─── EXTRACTED MATERIAL ───

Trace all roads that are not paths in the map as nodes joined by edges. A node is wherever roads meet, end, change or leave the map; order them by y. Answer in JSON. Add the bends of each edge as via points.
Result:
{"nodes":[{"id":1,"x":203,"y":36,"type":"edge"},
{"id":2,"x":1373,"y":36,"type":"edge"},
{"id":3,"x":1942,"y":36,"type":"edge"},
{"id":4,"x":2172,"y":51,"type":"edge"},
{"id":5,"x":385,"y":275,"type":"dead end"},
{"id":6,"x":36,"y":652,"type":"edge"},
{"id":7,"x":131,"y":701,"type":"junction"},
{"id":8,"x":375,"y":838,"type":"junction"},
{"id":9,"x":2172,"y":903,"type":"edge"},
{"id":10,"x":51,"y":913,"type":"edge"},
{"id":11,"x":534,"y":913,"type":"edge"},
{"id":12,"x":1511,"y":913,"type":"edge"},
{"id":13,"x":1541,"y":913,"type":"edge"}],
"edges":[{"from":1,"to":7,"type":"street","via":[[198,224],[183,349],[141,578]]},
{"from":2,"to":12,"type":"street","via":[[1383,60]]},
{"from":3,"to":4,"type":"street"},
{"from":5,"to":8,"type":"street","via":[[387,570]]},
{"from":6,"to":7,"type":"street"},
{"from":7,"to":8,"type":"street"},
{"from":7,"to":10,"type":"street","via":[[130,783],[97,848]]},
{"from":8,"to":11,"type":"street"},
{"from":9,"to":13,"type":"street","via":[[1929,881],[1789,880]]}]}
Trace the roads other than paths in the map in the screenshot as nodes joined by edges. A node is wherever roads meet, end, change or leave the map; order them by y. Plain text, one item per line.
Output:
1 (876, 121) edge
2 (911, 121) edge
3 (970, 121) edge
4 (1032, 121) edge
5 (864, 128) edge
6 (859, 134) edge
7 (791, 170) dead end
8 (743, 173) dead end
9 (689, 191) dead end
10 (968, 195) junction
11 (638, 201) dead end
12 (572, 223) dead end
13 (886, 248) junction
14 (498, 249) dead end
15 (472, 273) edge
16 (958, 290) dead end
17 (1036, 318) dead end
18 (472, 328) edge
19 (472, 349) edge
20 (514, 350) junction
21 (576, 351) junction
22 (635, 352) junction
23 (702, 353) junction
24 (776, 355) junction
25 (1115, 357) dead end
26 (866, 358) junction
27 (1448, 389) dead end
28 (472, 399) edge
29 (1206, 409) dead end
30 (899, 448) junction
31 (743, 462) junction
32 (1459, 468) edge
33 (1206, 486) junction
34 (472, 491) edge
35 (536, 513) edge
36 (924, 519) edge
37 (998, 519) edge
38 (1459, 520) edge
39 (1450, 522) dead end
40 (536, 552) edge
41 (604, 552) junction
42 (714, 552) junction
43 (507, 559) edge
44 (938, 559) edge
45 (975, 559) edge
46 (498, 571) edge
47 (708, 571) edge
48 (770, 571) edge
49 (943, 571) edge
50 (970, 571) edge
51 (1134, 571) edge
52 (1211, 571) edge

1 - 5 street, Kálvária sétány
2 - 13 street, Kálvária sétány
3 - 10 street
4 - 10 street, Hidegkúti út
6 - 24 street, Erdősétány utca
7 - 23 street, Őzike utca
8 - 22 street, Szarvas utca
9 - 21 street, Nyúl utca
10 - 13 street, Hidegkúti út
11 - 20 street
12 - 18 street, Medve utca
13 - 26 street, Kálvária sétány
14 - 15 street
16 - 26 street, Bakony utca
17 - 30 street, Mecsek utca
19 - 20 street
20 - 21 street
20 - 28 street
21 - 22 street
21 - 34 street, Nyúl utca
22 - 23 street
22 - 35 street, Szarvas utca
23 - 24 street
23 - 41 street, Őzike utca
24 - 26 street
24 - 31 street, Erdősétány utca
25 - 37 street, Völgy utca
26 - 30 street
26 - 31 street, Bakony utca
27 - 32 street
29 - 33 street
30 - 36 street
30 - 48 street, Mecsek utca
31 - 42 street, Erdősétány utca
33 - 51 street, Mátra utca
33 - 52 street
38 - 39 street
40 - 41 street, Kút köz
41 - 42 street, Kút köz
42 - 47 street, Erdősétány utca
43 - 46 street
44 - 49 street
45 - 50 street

───

TASK: Every line of the listing is to be transcribed exactly.

THE COMPLETED TASK:
Trace all roads that are not paths in the map as nodes joined by edges. A node is wherever roads meet, end, change or leave the map; order them by y. Answer in JSON. Add the bends of each edge as via points.
Result:
{"nodes":[{"id":1,"x":203,"y":36,"type":"edge"},
{"id":2,"x":1373,"y":36,"type":"edge"},
{"id":3,"x":1942,"y":36,"type":"edge"},
{"id":4,"x":2172,"y":51,"type":"edge"},
{"id":5,"x":385,"y":275,"type":"dead end"},
{"id":6,"x":36,"y":652,"type":"edge"},
{"id":7,"x":131,"y":701,"type":"junction"},
{"id":8,"x":375,"y":838,"type":"junction"},
{"id":9,"x":2172,"y":903,"type":"edge"},
{"id":10,"x":51,"y":913,"type":"edge"},
{"id":11,"x":534,"y":913,"type":"edge"},
{"id":12,"x":1511,"y":913,"type":"edge"},
{"id":13,"x":1541,"y":913,"type":"edge"}],
"edges":[{"from":1,"to":7,"type":"street","via":[[198,224],[183,349],[141,578]]},
{"from":2,"to":12,"type":"street","via":[[1383,60]]},
{"from":3,"to":4,"type":"street"},
{"from":5,"to":8,"type":"street","via":[[387,570]]},
{"from":6,"to":7,"type":"street"},
{"from":7,"to":8,"type":"street"},
{"from":7,"to":10,"type":"street","via":[[130,783],[97,848]]},
{"from":8,"to":11,"type":"street"},
{"from":9,"to":13,"type":"street","via":[[1929,881],[1789,880]]}]}
Trace the roads other than paths in the map in the screenshot as nodes joined by edges. A node is wherever roads meet, end, change or leave the map; order them by y. Plain text, one item per line.
Output:
1 (876, 121) edge
2 (911, 121) edge
3 (970, 121) edge
4 (1032, 121) edge
5 (864, 128) edge
6 (859, 134) edge
7 (791, 170) dead end
8 (743, 173) dead end
9 (689, 191) dead end
10 (968, 195) junction
11 (638, 201) dead end
12 (572, 223) dead end
13 (886, 248) junction
14 (498, 249) dead end
15 (472, 273) edge
16 (958, 290) dead end
17 (1036, 318) dead end
18 (472, 328) edge
19 (472, 349) edge
20 (514, 350) junction
21 (576, 351) junction
22 (635, 352) junction
23 (702, 353) junction
24 (776, 355) junction
25 (1115, 357) dead end
26 (866, 358) junction
27 (1448, 389) dead end
28 (472, 399) edge
29 (1206, 409) dead end
30 (899, 448) junction
31 (743, 462) junction
32 (1459, 468) edge
33 (1206, 486) junction
34 (472, 491) edge
35 (536, 513) edge
36 (924, 519) edge
37 (998, 519) edge
38 (1459, 520) edge
39 (1450, 522) dead end
40 (536, 552) edge
41 (604, 552) junction
42 (714, 552) junction
43 (507, 559) edge
44 (938, 559) edge
45 (975, 559) edge
46 (498, 571) edge
47 (708, 571) edge
48 (770, 571) edge
49 (943, 571) edge
50 (970, 571) edge
51 (1134, 571) edge
52 (1211, 571) edge

1 - 5 street, Kálvária sétány
2 - 13 street, Kálvária sétány
3 - 10 street
4 - 10 street, Hidegkúti út
6 - 24 street, Erdősétány utca
7 - 23 street, Őzike utca
8 - 22 street, Szarvas utca
9 - 21 street, Nyúl utca
10 - 13 street, Hidegkúti út
11 - 20 street
12 - 18 street, Medve utca
13 - 26 street, Kálvária sétány
14 - 15 street
16 - 26 street, Bakony utca
17 - 30 street, Mecsek utca
19 - 20 street
20 - 21 street
20 - 28 street
21 - 22 street
21 - 34 street, Nyúl utca
22 - 23 street
22 - 35 street, Szarvas utca
23 - 24 street
23 - 41 street, Őzike utca
24 - 26 street
24 - 31 street, Erdősétány utca
25 - 37 street, Völgy utca
26 - 30 street
26 - 31 street, Bakony utca
27 - 32 street
29 - 33 street
30 - 36 street
30 - 48 street, Mecsek utca
31 - 42 street, Erdősétány utca
33 - 51 street, Mátra utca
33 - 52 street
38 - 39 street
40 - 41 street, Kút köz
41 - 42 street, Kút köz
42 - 47 street, Erdősétány utca
43 - 46 street
44 - 49 street
45 - 50 street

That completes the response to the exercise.